The QYOU launched in October 2014 as a traditional television channel offering ‘must-see’ short-form videos selected from a roster of creators and multichannel networks. These are delivered through presenter-led shows as part of a multiscreen pay-television service.
It allows providers of subscription television, both traditional pay-television and subscription video on demand, to offer a curated collection of licensed, rights-cleared online videos as part of their service. The traditional linear channel is sensibly free of advertising. The videos are also available to view on demand. Now the channel and the individual videos are available to subscribers through an integrated app.
The channel is delivered as a high-definition satellite feed. The intention is that service providers include it as part of their programming line-up. For instance, it is currently offered as part of the Deutsche Telekom Entertain telco television service.
Scott Ehrlich is the co-founder and chief executive of The QYOU, which is based in Ireland. He was previously part of the management team that launched the Fox News Channel and went on to launch web sites for News Corp, before becoming responsible for media acquisition and distribution at RealNetworks, over a decade ago.
“In an increasingly connected, TV Everywhere world, premium platforms need tools that will help them create and enhance the subscriber value proposition,” he said. “Our app delivers this for mobile users by balancing active, passive, and personal viewing modes to create a more customised experience that can be adapted according to a user’s mood, location or inspiration.”

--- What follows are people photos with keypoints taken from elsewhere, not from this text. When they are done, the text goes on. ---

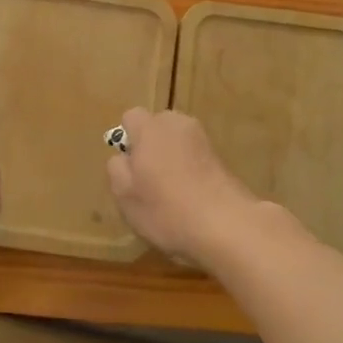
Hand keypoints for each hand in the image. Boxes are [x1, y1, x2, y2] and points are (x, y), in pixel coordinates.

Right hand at [106, 108, 258, 266]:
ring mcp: (203, 140)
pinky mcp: (221, 158)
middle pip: (157, 127)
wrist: (226, 225)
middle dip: (150, 147)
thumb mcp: (124, 195)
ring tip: (171, 193)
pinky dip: (189, 171)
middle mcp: (178, 124)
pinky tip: (190, 198)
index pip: (131, 117)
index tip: (130, 168)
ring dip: (171, 160)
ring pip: (177, 143)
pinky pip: (194, 157)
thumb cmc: (165, 209)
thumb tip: (123, 156)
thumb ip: (117, 168)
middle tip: (147, 182)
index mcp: (150, 128)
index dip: (127, 140)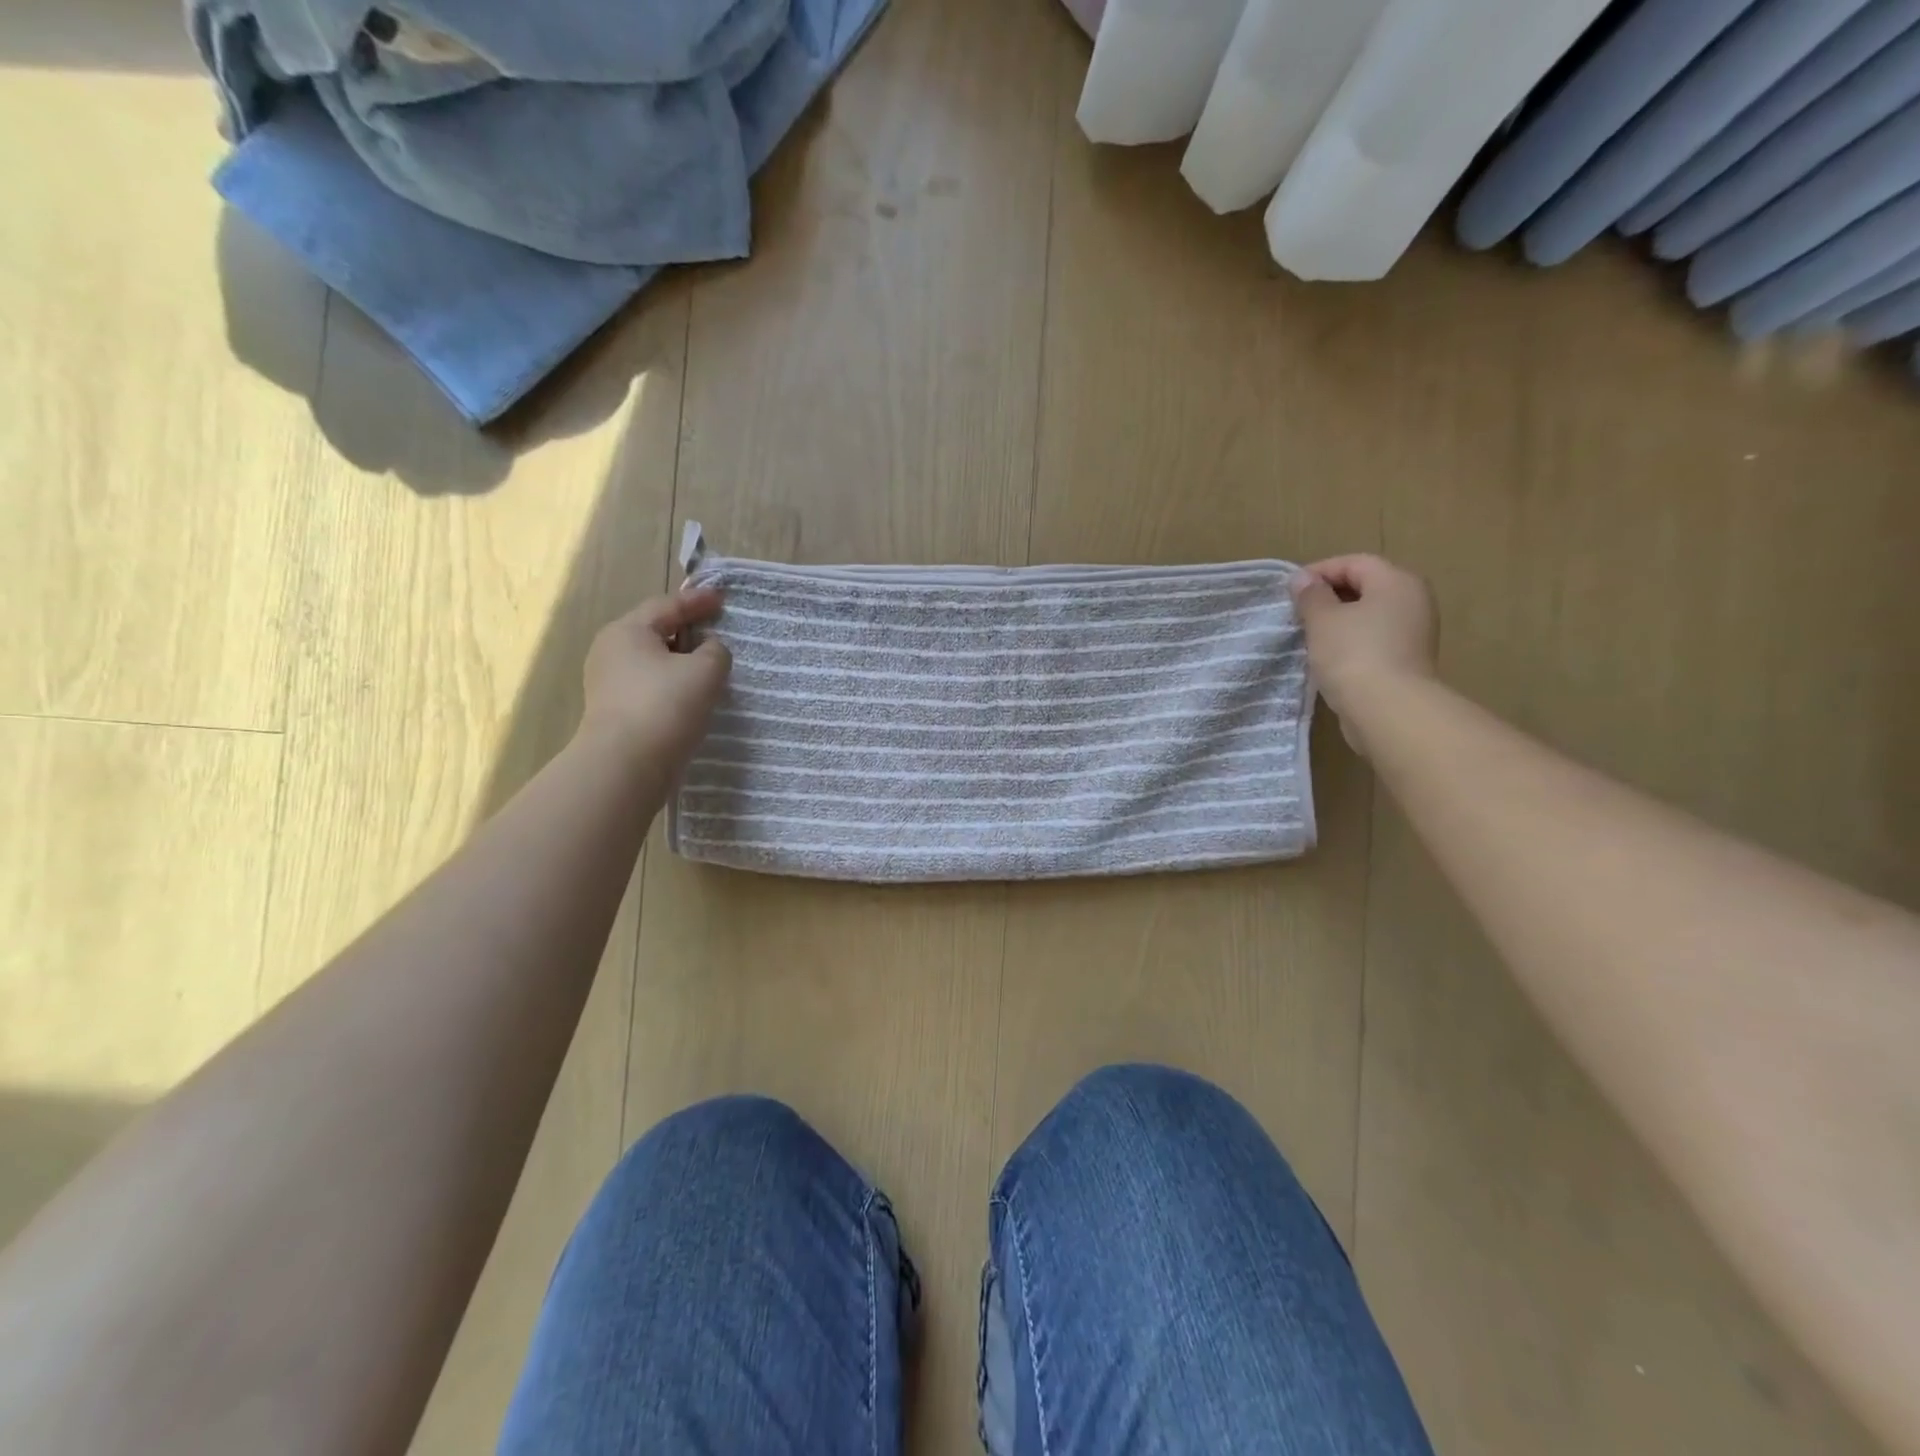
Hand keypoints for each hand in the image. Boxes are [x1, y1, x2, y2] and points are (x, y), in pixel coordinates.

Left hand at [579, 587, 731, 770]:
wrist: (626, 766)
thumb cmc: (666, 706)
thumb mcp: (705, 671)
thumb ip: (716, 652)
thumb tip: (709, 651)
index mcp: (628, 631)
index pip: (667, 606)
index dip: (697, 601)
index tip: (722, 599)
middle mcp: (611, 652)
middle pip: (656, 632)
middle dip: (687, 631)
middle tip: (716, 631)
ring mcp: (608, 684)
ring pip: (653, 663)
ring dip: (681, 662)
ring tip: (709, 668)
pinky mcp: (614, 712)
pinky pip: (650, 687)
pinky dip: (672, 685)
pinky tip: (692, 698)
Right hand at [1288, 555, 1437, 748]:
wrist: (1388, 710)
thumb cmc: (1353, 654)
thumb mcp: (1322, 620)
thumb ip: (1311, 595)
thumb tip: (1302, 579)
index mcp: (1397, 582)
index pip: (1355, 563)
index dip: (1320, 571)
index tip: (1290, 591)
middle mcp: (1413, 601)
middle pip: (1366, 587)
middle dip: (1329, 596)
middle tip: (1298, 612)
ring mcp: (1414, 633)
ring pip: (1369, 616)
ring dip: (1339, 621)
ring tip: (1309, 635)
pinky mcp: (1408, 660)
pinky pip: (1374, 640)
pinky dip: (1351, 642)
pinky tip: (1328, 658)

“What sets it apart though is the app’s capability to allow viewers to not only rewind but also skip forward during a linear program so they can move freely around the content as they wish,” he added. “To the best of our knowledge The QYOU on mobile is the first linear video channel in the world to offer viewers this level of flexibility.”
This is available as a standalone app branded The QYOU, or it can be integrated within the existing app of a service provider.

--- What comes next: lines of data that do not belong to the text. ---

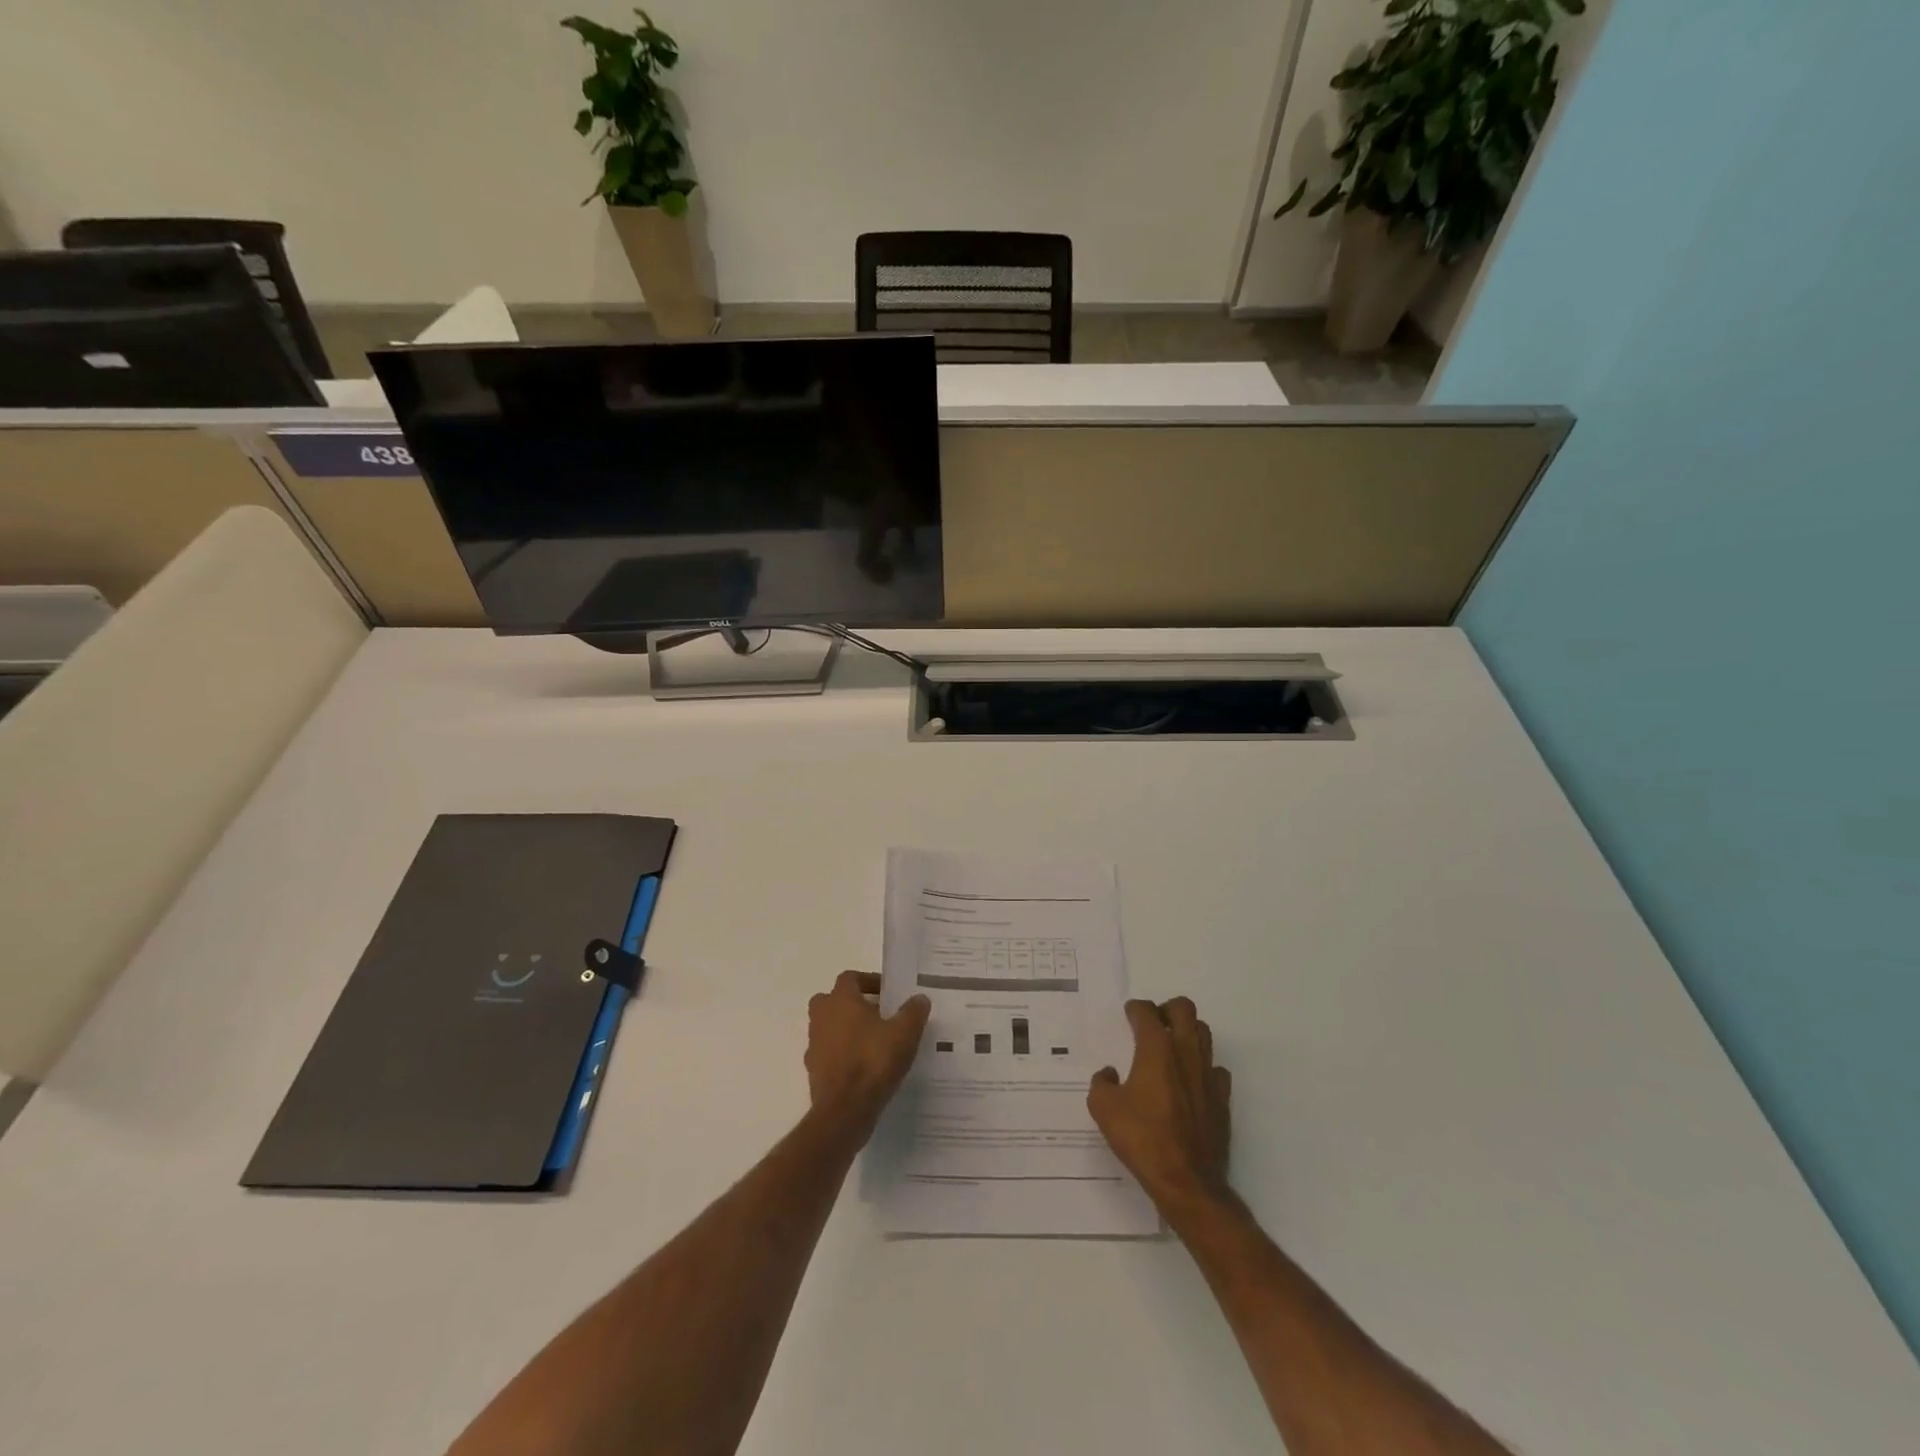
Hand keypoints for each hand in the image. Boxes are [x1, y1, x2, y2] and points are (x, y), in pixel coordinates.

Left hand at [805, 971, 929, 1134]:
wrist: (844, 1110)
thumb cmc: (873, 1061)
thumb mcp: (904, 1033)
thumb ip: (913, 1012)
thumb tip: (920, 998)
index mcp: (840, 1000)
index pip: (850, 978)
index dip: (869, 981)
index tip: (888, 992)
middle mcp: (822, 1017)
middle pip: (832, 1000)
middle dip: (852, 1004)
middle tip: (877, 1014)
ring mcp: (814, 1045)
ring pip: (829, 1027)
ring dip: (847, 1029)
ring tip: (874, 1042)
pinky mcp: (814, 1071)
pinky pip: (829, 1053)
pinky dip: (843, 1054)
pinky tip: (864, 1067)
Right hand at [1088, 997, 1231, 1217]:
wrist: (1187, 1182)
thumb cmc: (1143, 1139)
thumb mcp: (1103, 1109)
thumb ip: (1101, 1083)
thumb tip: (1110, 1073)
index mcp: (1156, 1049)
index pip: (1146, 1011)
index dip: (1135, 1009)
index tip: (1128, 1015)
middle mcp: (1185, 1052)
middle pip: (1184, 1009)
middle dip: (1167, 1009)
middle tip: (1153, 1025)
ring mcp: (1208, 1074)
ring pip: (1204, 1033)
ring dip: (1187, 1032)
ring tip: (1171, 1048)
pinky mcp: (1222, 1097)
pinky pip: (1215, 1068)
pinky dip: (1203, 1066)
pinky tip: (1190, 1081)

The idea of watching short-form videos on a traditional television channel may appear rather anachronistic, but combined with interactivity and the sort of features now associated with online video it seems to work.
Videos are generally between two and six minutes in length, with high production values. They are played in rotation, rather like a music station. Programming is organised in four three-hour blocks around different day parts.

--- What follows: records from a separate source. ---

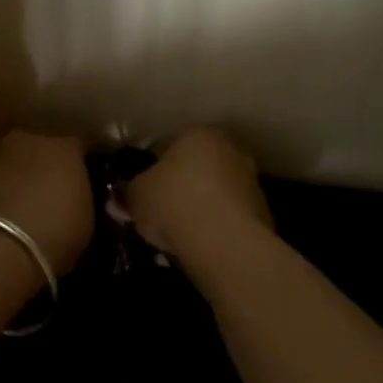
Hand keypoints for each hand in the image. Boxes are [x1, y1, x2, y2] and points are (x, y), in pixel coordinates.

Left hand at [0, 132, 91, 273]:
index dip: (79, 169)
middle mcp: (30, 140)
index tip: (80, 189)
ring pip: (10, 163)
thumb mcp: (84, 225)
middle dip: (43, 169)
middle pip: (41, 150)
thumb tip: (74, 203)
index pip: (78, 150)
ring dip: (14, 180)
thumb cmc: (52, 236)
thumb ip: (81, 203)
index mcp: (65, 149)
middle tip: (47, 198)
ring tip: (18, 211)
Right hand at [126, 127, 272, 268]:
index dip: (154, 171)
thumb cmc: (174, 203)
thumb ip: (126, 194)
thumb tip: (119, 199)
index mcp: (199, 135)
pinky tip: (200, 248)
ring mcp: (251, 182)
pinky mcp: (263, 214)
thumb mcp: (136, 196)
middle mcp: (230, 150)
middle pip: (197, 169)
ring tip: (179, 237)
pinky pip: (229, 218)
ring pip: (215, 194)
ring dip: (200, 210)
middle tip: (161, 214)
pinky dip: (216, 229)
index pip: (171, 147)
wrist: (224, 243)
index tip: (144, 193)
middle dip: (181, 188)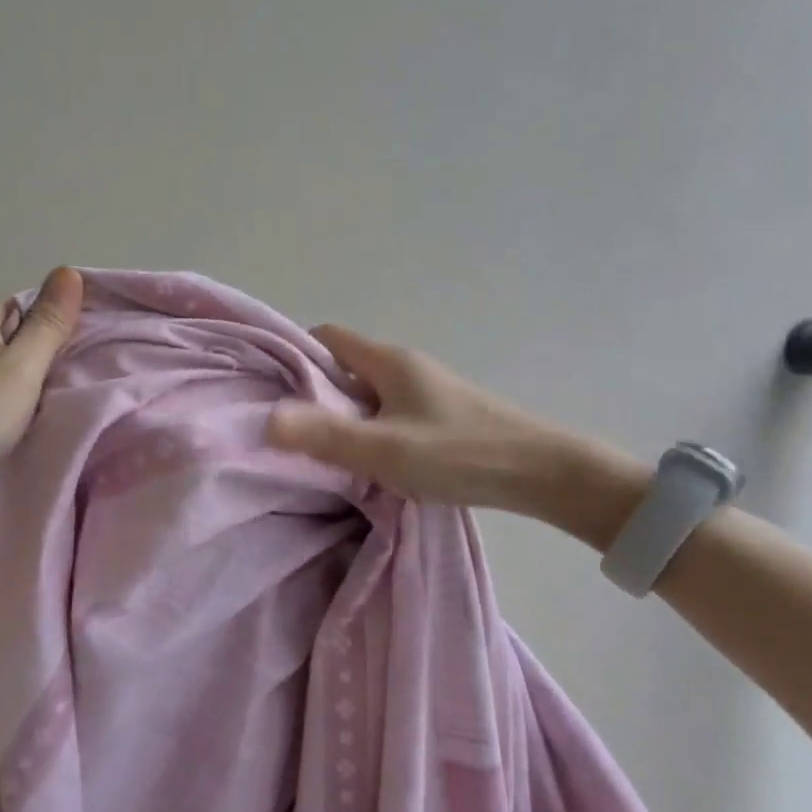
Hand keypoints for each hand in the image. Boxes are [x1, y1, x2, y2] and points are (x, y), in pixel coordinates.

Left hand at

The feel is rather like that of music television when MTV first started, but with the benefit of interactivity.
For service providers, it offers a way of incorporating the world of online video in a conventional subscription package.
For users, it provides a continuously updated variety of viewing without the need to search for something to watch.
The QYOU has raised a total of $11 million in funding since it was founded in 2013. That is not a lot on which to launch an international television network but it has been enough to make an initial impression.